第3話
「ファンの前で特定の一人にプロポーズなんて、アイドルとしてかなりのタブーを犯してるっていうのはあるが、女子の願望を可能にするのが小説の役目とするなら、まだいいとするとしても。舞台上でファンに好きな人がいると発表した数秒後にどうやって二階席の後ろにいるヒロインのとなりにいるって言うんだ。物理的に不可能だろ」
そ、それは。
すらすらと流れるように繰り出される指摘が心にくいこむ。反論できない。
そうしているうちにサングラスの角度がかわって、こっちに向けられる。
「芸能界のことを書くなら、アイドルやライブについてちゃんと取材したのか?」
い、一応。と、やっとのことで声をしぼりだす。知らないことを小説に書くときに取材が必要なことくらい、あたしも知っている。

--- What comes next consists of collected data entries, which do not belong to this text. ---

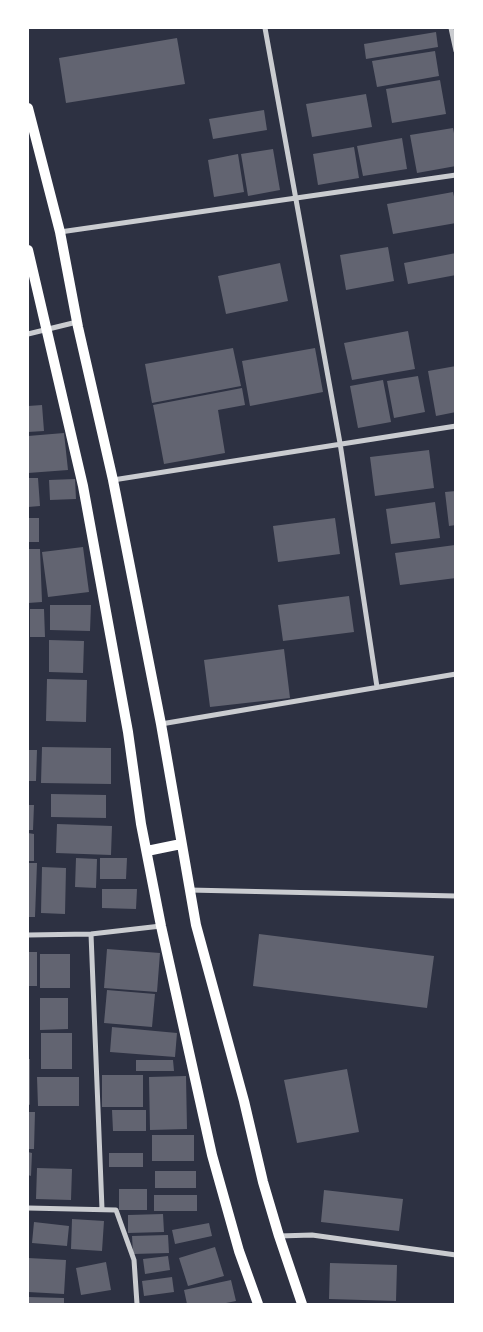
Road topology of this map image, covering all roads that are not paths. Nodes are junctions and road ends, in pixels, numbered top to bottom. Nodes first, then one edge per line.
1 (265, 28) edge
2 (451, 28) edge
3 (456, 51) edge
4 (28, 108) edge
5 (456, 175) edge
6 (297, 199) junction
7 (60, 232) junction
8 (28, 250) edge
9 (77, 322) junction
10 (46, 330) junction
11 (28, 334) edge
12 (456, 426) edge
13 (340, 443) junction
14 (114, 480) junction
15 (456, 674) edge
16 (377, 687) junction
17 (161, 724) junction
18 (181, 844) junction
19 (147, 851) junction
20 (189, 890) junction
21 (456, 896) edge
22 (161, 926) junction
23 (91, 934) junction
24 (28, 935) edge
25 (28, 1208) edge
26 (102, 1209) junction
27 (279, 1236) junction
28 (456, 1255) edge
29 (137, 1304) edge
30 (258, 1304) edge
31 (302, 1304) edge

1 - 6 street
2 - 3 street
4 - 7 main road
5 - 6 street
6 - 7 street
6 - 13 street
7 - 9 main road
8 - 10 main road
9 - 10 street
9 - 14 main road
10 - 11 street
10 - 19 main road
12 - 13 street
13 - 14 street
13 - 16 street
14 - 17 main road
15 - 16 street
16 - 17 street
17 - 18 main road
18 - 19 main road
18 - 20 main road
19 - 22 main road
20 - 21 street
20 - 27 main road
22 - 23 street
22 - 30 main road
23 - 24 street
23 - 26 street
25 - 26 street
26 - 29 street
27 - 28 street
27 - 31 main road

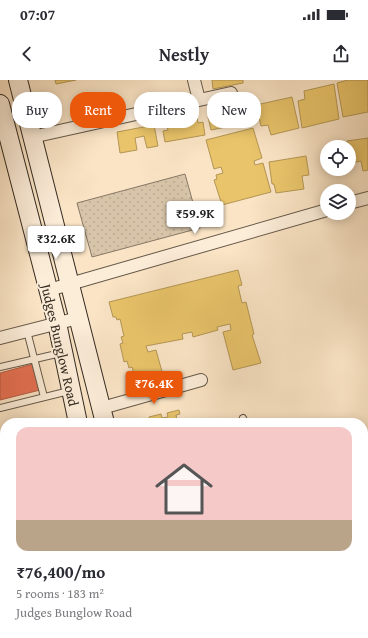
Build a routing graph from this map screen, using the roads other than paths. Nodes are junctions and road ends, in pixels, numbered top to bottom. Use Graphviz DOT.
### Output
graph roads {
  1 [pos="18,80"];
  2 [pos="194,80"];
  3 [pos="197,92"];
  4 [pos="207,98"];
  5 [pos="199,100"];
  6 [pos="0,104"];
  7 [pos="134,114"];
  8 [pos="32,137"];
  9 [pos="368,198"];
  10 [pos="356,201"];
  11 [pos="320,212"];
  12 [pos="69,284"];
  13 [pos="48,290"];
  14 [pos="78,318"];
  15 [pos="57,323"];
  16 [pos="28,331"];
  17 [pos="0,338"];
  18 [pos="63,352"];
  19 [pos="34,359"];
  20 [pos="0,367"];
  21 [pos="201,380"];
  22 [pos="71,390"];
  23 [pos="44,397"];
  24 [pos="0,408"];
  25 [pos="103,415"];
  26 [pos="77,418"];
  1 -- 8 [label="main road, Judges Bunglow Road"];
  2 -- 3 [label="street"];
  4 -- 5 [label="street"];
  6 -- 13 [label="main road, Judges Bunglow Road"];
  7 -- 8 [label="street"];
  8 -- 12 [label="main road, Judges Bunglow Road"];
  9 -- 10 [label="street"];
  11 -- 12 [label="street"];
  12 -- 13 [label="street"];
  12 -- 14 [label="main road, Judges Bunglow Road"];
  13 -- 15 [label="main road, Judges Bunglow Road"];
  14 -- 15 [label="street"];
  14 -- 25 [label="main road, Judges Bunglow Road"];
  15 -- 16 [label="street"];
  15 -- 18 [label="main road, Judges Bunglow Road"];
  16 -- 17 [label="street"];
  16 -- 19 [label="lane"];
  18 -- 19 [label="lane"];
  18 -- 22 [label="main road, Judges Bunglow Road"];
  19 -- 20 [label="lane"];
  19 -- 23 [label="lane"];
  21 -- 25 [label="street"];
  22 -- 23 [label="lane"];
  22 -- 26 [label="main road, Judges Bunglow Road"];
  23 -- 24 [label="lane"];
}
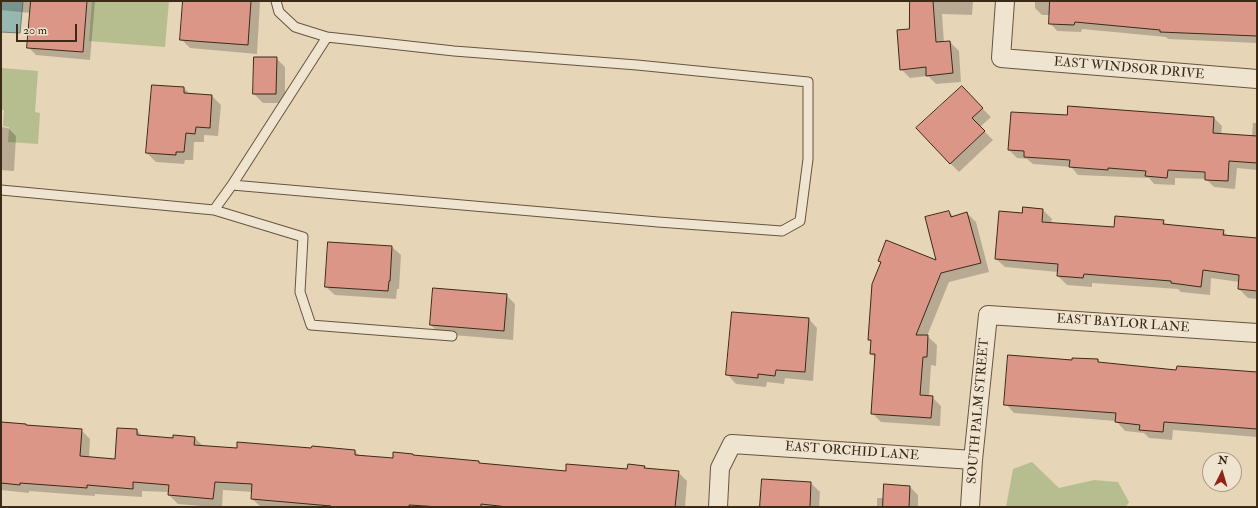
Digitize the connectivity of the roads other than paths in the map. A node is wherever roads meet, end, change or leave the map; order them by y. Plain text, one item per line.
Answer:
1 (276, 1) edge
2 (1005, 1) edge
3 (327, 37) junction
4 (1257, 79) edge
5 (232, 185) junction
6 (1, 190) edge
7 (214, 210) junction
8 (988, 315) joint
9 (1257, 333) edge
10 (452, 336) dead end
11 (973, 460) junction
12 (718, 507) edge
13 (970, 507) edge

1 - 3 lane
2 - 4 street, EAST WINDSOR DRIVE
3 - 5 lane
3 - 5 lane
5 - 7 lane
6 - 7 lane
7 - 10 lane
8 - 9 street, EAST BAYLOR LANE
8 - 11 street, SOUTH PALM STREET
11 - 12 street, EAST ORCHID LANE
11 - 13 street, SOUTH PALM STREET

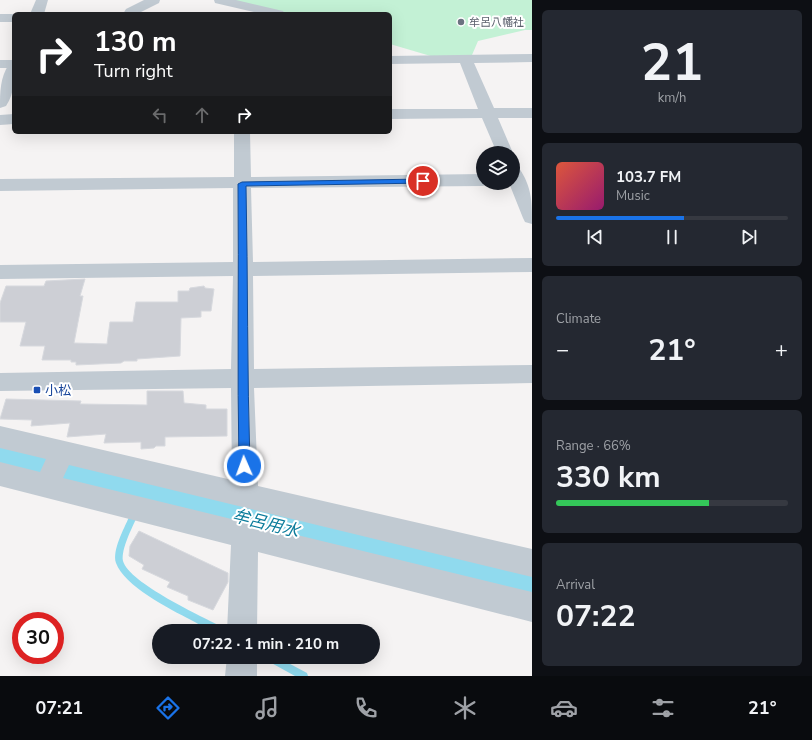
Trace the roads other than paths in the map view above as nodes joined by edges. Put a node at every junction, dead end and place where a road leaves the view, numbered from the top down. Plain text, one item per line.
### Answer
1 (42, 0) edge
2 (154, 0) edge
3 (220, 0) edge
4 (38, 12) edge
5 (131, 12) edge
6 (270, 12) edge
7 (0, 18) edge
8 (12, 18) edge
9 (392, 48) edge
10 (532, 58) edge
11 (431, 59) junction
12 (465, 59) junction
13 (392, 60) edge
14 (0, 64) edge
15 (12, 64) edge
16 (12, 72) edge
17 (0, 102) edge
18 (487, 113) junction
19 (532, 113) edge
20 (392, 114) edge
21 (12, 119) edge
22 (0, 120) edge
23 (242, 134) edge
24 (502, 146) edge
25 (476, 180) edge
26 (520, 181) edge
27 (242, 184) junction
28 (0, 186) edge
29 (532, 218) edge
30 (532, 265) edge
31 (244, 268) junction
32 (0, 272) edge
33 (532, 374) edge
34 (242, 380) junction
35 (0, 382) edge
36 (0, 437) edge
37 (55, 469) junction
38 (0, 474) edge
39 (245, 496) junction
40 (245, 536) junction
41 (532, 563) edge
42 (532, 607) edge
43 (242, 624) edge
44 (242, 664) edge
45 (241, 676) edge

1 - 4 street
2 - 5 street
3 - 6 street
7 - 8 street
9 - 11 street
10 - 12 street
11 - 12 street
11 - 13 street
12 - 18 street
14 - 15 street
16 - 17 street
18 - 19 street
18 - 20 street
18 - 24 street
21 - 22 street
23 - 27 street
25 - 27 street
26 - 29 street
27 - 28 street
27 - 31 street
30 - 31 street
31 - 32 street
31 - 34 street
33 - 34 street
34 - 35 street
34 - 39 street
36 - 37 street
37 - 38 street
37 - 39 street
37 - 40 street
39 - 41 street
40 - 42 street
40 - 43 street
44 - 45 street

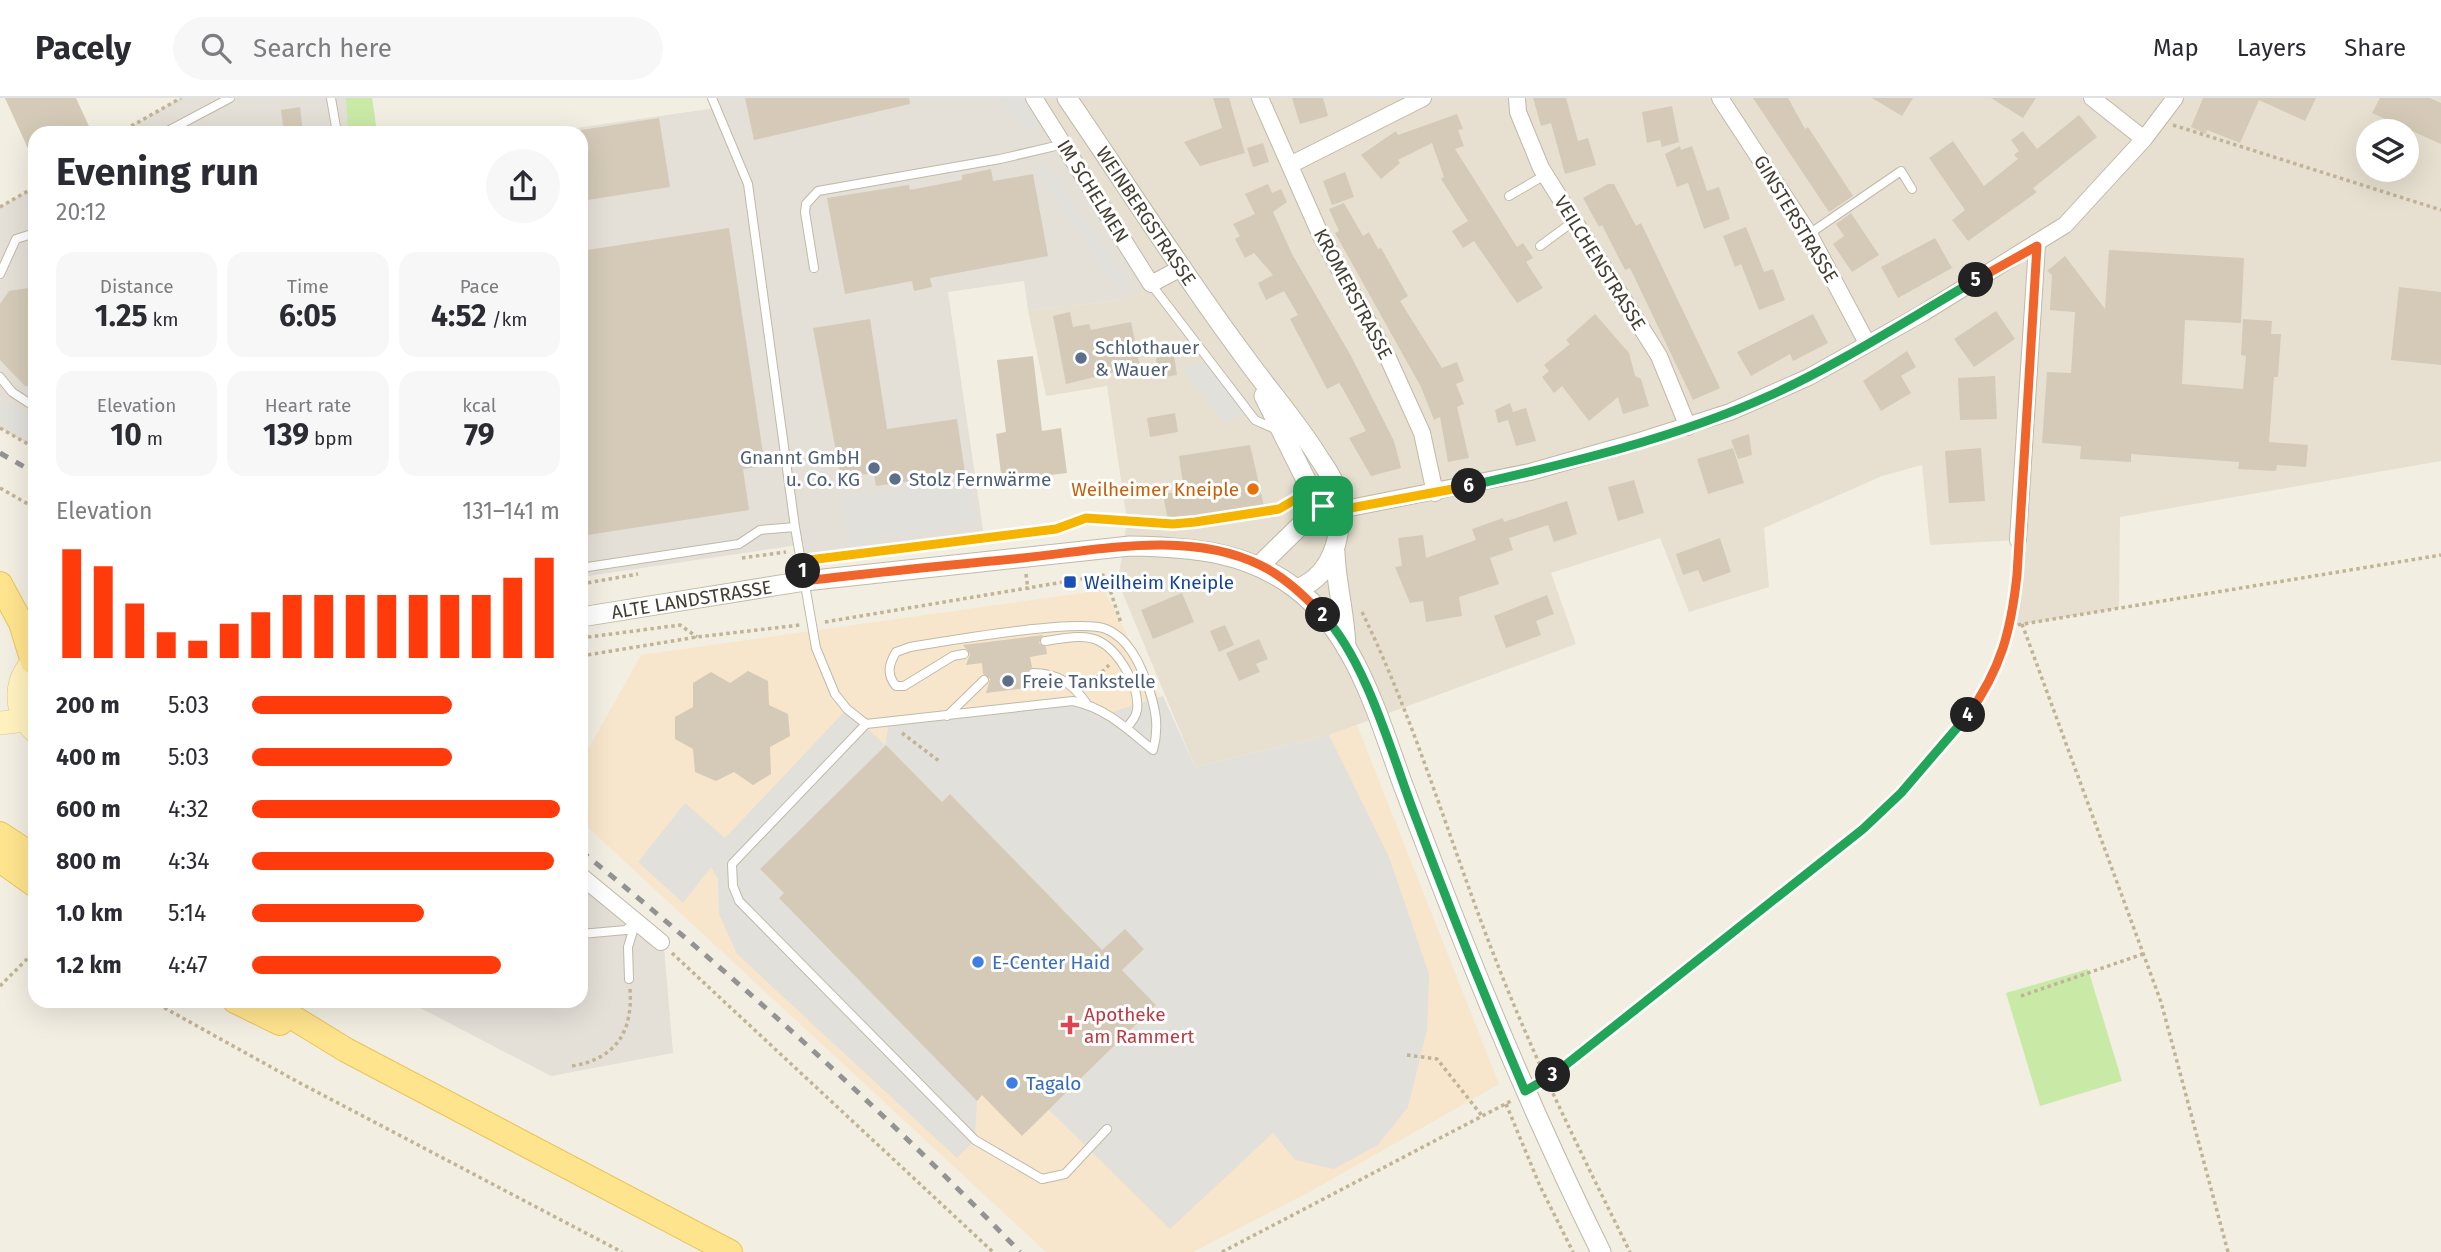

「……友達が、アイドルグループの『エクレール』のファンなんだけど、東京ドームくらいのおっきいライブ会場で、天井に頭がつくくらい高い位置にいたメンバーが、一瞬で舞台の上に移動した演出にすごく感動したって」
形のいい口元から呆れたような短い息がもれた。
「そりゃシンプルなトリックだ。天井近くにいたメンバーは、『エクレール』のメンバーに衣装と髪型を似せた影武者なんだよ」
ええっ。それってつまり、片方はニセモノってこと。
「このヒーローの場合、恋人がいることをファンに告知したあと瞬間移動し、かつヒロインに告白するわけだから、両者とも本物ってことになる。舞台演出のトリックを使っても、そんなことはありえないんだ」
あ……。
何も言えずに立ち尽くしていると、ぱたんと本を閉じる音がした。
その一瞬後で、頭の上に手のひらの感覚が。
「もっと勉強しろ。へぼ作家」
すたすたと立ち去る靴音。
残されたのはあたしと、そして。
ちら、と机の前に置かれた原稿に目をやる。
「へぼ作家……?」
ワンテンポ遅れて、わなわなと、口元が震え出すのがわかる。
ここは図書館。うるさくしてはいけないってわかってるけど。
「なにあいつ!」
精いっぱいの小声でそうつぶやくと、あたしはきびすを返した。